A Revolução Silenciosa: Por que as Legendas Dominaram as Redes Sociais? (Edição Expandida)
Deep dive sobre a legendagem participativa: como 85% dos usuários assistem no mudo e como as legendas ajudam o foco em TDAH e a justiça digital.

Oitenta e cinco por cento.
É a fatia de usuários que assiste vídeo em rede social com o som desligado. A estatística explica por que quase todo conteúdo publicado hoje carrega texto sobreposto — e por que a legendagem participativa deixou de ser detalhe técnico para virar objeto de pesquisa em interação humano-computador.

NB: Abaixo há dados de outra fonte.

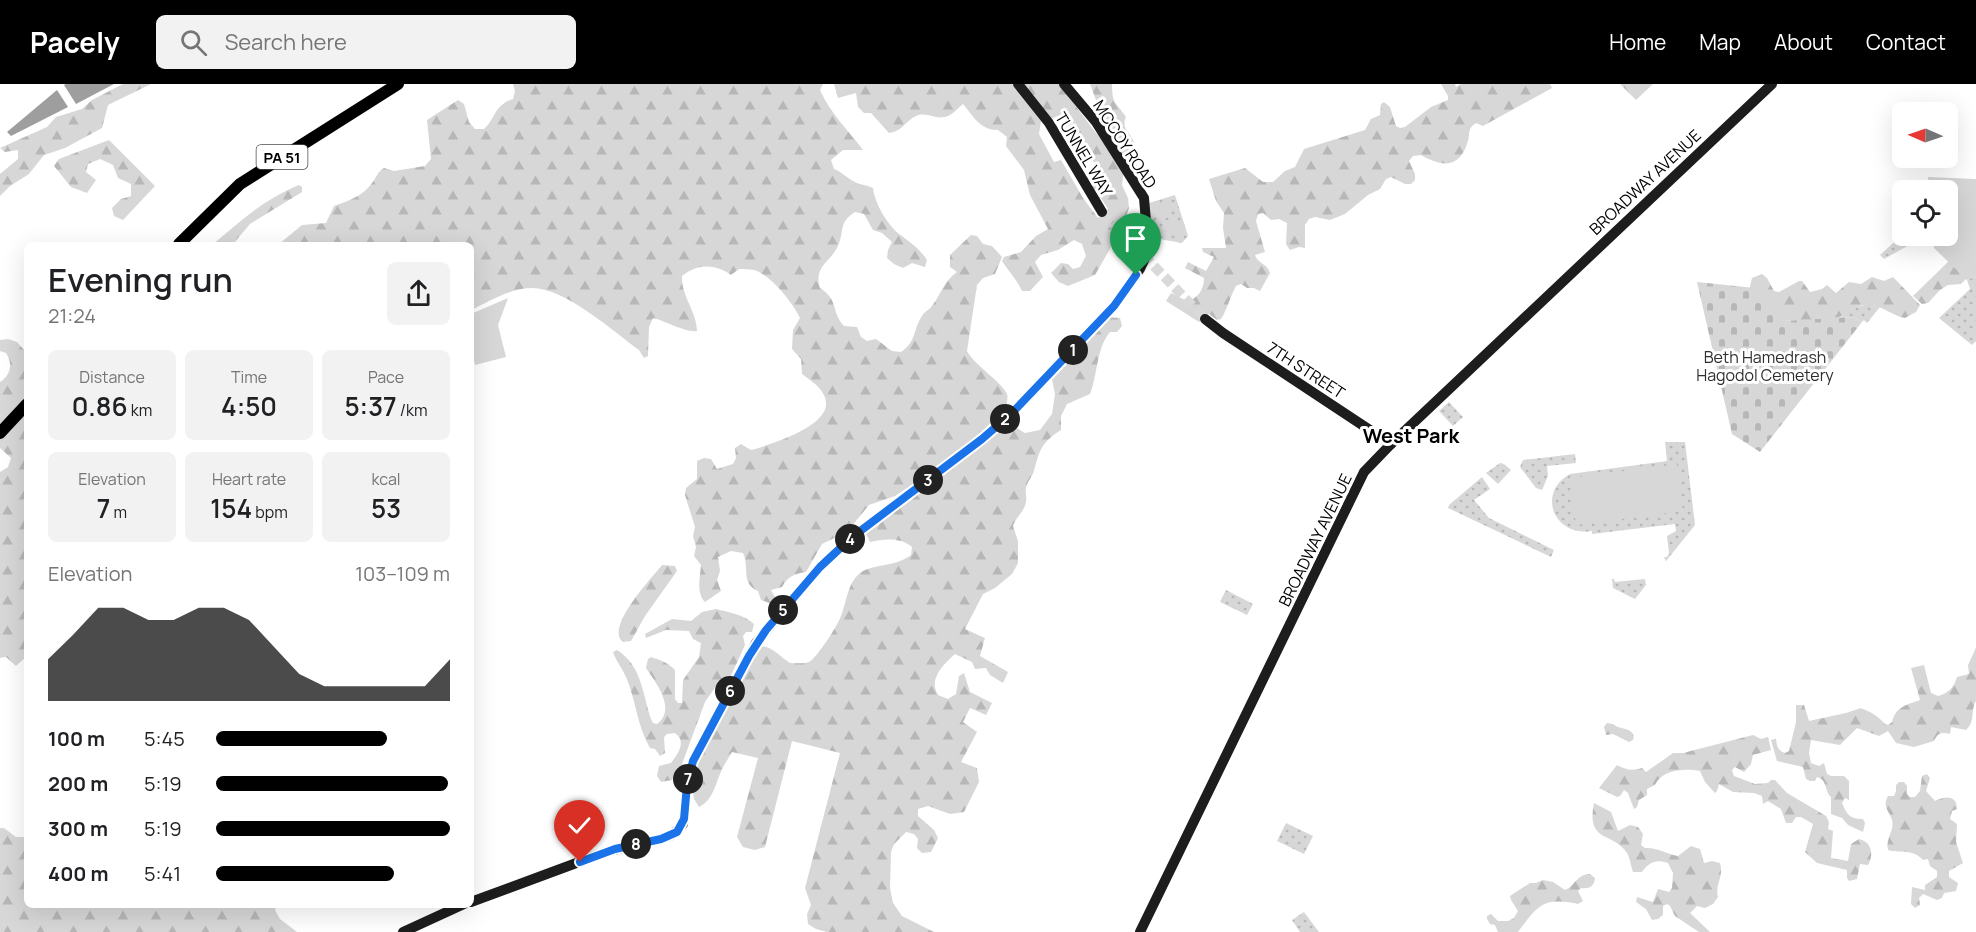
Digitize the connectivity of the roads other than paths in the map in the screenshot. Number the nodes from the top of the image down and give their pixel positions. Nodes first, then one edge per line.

O que nasceu como recurso de acessibilidade para comunidades surdas virou linguagem padrão. Só que a história por trás das letras que saltam na tela é bem menos linear do que parece.
1. Âncora de Atenção
Para a maioria, legenda é conveniência. Para mentes neurodivergentes, sobretudo com TDAH, ela cumpre outra função.

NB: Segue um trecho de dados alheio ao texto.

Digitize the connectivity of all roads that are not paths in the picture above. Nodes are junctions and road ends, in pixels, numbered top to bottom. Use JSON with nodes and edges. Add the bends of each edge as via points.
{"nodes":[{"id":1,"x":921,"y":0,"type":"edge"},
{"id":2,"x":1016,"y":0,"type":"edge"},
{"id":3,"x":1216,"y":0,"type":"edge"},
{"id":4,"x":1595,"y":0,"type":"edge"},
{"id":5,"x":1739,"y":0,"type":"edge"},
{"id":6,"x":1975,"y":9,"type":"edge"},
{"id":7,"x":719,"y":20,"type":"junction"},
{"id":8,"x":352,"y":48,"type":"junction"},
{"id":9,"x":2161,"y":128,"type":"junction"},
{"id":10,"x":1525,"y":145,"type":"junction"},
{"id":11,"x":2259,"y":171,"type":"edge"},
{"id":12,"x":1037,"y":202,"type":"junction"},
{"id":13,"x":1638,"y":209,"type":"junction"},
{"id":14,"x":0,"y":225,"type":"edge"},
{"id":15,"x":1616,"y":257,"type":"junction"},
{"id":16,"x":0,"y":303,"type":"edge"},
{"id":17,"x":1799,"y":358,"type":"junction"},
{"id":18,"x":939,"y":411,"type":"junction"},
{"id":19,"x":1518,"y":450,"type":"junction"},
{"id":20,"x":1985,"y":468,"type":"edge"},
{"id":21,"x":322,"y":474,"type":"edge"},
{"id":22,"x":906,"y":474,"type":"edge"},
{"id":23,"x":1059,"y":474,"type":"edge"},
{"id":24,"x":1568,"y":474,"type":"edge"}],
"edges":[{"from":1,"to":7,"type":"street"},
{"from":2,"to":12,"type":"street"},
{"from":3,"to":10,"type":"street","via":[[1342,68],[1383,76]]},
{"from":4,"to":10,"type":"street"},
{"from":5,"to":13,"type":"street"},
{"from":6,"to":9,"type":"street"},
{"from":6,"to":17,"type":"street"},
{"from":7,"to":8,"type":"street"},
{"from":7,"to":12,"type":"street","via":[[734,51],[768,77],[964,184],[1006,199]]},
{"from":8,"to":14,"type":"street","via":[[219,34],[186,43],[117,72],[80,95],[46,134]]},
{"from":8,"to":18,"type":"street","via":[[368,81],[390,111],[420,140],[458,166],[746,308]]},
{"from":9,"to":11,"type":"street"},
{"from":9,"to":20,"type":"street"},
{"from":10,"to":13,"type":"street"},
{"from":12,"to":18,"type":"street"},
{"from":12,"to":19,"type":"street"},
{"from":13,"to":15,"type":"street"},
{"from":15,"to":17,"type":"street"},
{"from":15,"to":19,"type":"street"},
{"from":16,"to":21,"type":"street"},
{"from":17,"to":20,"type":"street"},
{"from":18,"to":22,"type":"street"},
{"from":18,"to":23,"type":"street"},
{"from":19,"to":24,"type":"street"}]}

Jiang e colegas (2025) descrevem o mecanismo como âncora de atenção. Quando o foco escapa por um estímulo externo, a legenda permite recuperação instantânea do contexto — o espectador reencontra o fio sem rebobinar. O hábito de tirar screenshot de legendas importantes aparece com frequência nessa população: converte vídeo fluido em material estático, revisável, sob controle de quem lê.

Há também o efeito de filtragem. Texto na tela reduz a carga imposta pela velocidade da fala e por sotaques desconhecidos, protegendo a mensagem central do ruído sensorial. É homeostase informacional operando pelo servo-mecanismo digital.
2. Quem Produz a Legenda
A televisão impõe a legenda de cima para baixo. Na rede social, ela é coproduzida — e esse é o núcleo do conceito de legendagem participativa.

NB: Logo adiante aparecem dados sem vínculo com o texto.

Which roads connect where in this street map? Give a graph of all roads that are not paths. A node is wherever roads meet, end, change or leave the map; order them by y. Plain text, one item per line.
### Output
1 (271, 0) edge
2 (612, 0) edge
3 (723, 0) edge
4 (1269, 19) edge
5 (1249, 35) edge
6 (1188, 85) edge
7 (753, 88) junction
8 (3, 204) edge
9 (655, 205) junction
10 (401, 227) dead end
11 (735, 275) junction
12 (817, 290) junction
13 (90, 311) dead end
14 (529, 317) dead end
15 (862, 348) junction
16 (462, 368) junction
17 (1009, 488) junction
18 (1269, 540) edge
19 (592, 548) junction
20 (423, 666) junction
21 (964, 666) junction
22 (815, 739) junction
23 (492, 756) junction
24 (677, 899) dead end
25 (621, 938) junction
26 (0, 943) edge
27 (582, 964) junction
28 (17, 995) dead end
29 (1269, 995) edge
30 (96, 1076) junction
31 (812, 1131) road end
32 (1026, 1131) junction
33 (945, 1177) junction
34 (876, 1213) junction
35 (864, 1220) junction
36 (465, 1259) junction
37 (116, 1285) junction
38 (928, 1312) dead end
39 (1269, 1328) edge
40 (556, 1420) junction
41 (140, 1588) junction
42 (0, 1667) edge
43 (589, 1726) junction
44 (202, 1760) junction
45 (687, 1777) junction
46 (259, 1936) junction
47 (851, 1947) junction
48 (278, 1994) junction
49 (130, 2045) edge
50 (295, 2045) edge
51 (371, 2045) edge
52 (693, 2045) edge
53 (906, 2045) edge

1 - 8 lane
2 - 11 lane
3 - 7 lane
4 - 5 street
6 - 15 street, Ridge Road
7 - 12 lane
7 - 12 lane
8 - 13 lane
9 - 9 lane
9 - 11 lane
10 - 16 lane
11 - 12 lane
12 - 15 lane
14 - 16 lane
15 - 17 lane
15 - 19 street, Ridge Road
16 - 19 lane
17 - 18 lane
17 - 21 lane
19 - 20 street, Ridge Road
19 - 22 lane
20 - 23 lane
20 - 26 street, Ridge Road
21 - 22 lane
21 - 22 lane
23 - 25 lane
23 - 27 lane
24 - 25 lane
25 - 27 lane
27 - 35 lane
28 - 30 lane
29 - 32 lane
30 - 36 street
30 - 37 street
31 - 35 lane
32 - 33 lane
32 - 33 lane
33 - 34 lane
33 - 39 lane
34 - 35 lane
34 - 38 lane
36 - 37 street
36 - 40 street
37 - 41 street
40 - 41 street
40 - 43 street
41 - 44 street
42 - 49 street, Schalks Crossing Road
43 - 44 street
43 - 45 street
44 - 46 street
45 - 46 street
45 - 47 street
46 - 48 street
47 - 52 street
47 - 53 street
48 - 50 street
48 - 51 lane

- O espectador como auditor. Comentários e hashtags como #CaptionPlease transformam a audiência em sensor de erro.
- O criador como atuador. Movidos por engajamento e pelo que a literatura de HCI chama de cuidado comunitário, criadores gastam horas revisando texto para não excluir ninguém.
- A comunidade como memória. No YouTube, o acervo de legendas comunitárias — descontinuado em 2020 por decisão corporativa — representava milhares de horas de trabalho voluntário que evaporaram de uma vez.
3. O Palco e a Cela
Mesmo com IA generativa disponível, o trabalho invisível dos criadores continua colossal. As plataformas montaram uma versão específica das Celas Douradas: oferecem o palco, mas entregam ferramentas de edição rudimentares, quando não punitivas.
Criadores surdos enfrentam um obstáculo adicional, e ele é constrangedor. Algoritmos de moderação classificam movimentos de Libras como gesto proibido ou spam, e derrubam conteúdo por insuficiência de diversidade nos dados de treinamento. A tecnologia constrói barreira exatamente no gesto de tentar remover barreira.
4. Além do Texto
O que se considera “legível” está se expandindo.
- OnomaCap — sistemas que convertem som ambiente em onomatopeia culturalmente reconhecível: explosão, riso, batida. Devolve a camada emocional do áudio a quem não o escuta.
- SiAMP — players que integram Libras, legenda e audiodescrição numa interface única e personalizável.
A direção é clara. A IA tende a sair do papel de gerador automático e assumir o de suporte à criatividade assistida, cuidando da precisão técnica enquanto o criador decide estilo e emoção.
Um Compromisso com o Outro
Legenda é o elo entre criador, algoritmo e usuário. E é prova de que a internet, com toda a automação disponível, ainda depende de alguém decidir se importar com clareza e inclusão.
Legendar um vídeo não é acrescentar texto. É abrir uma porta para uma mente que, sem aquele esforço, ficaria do lado de fora.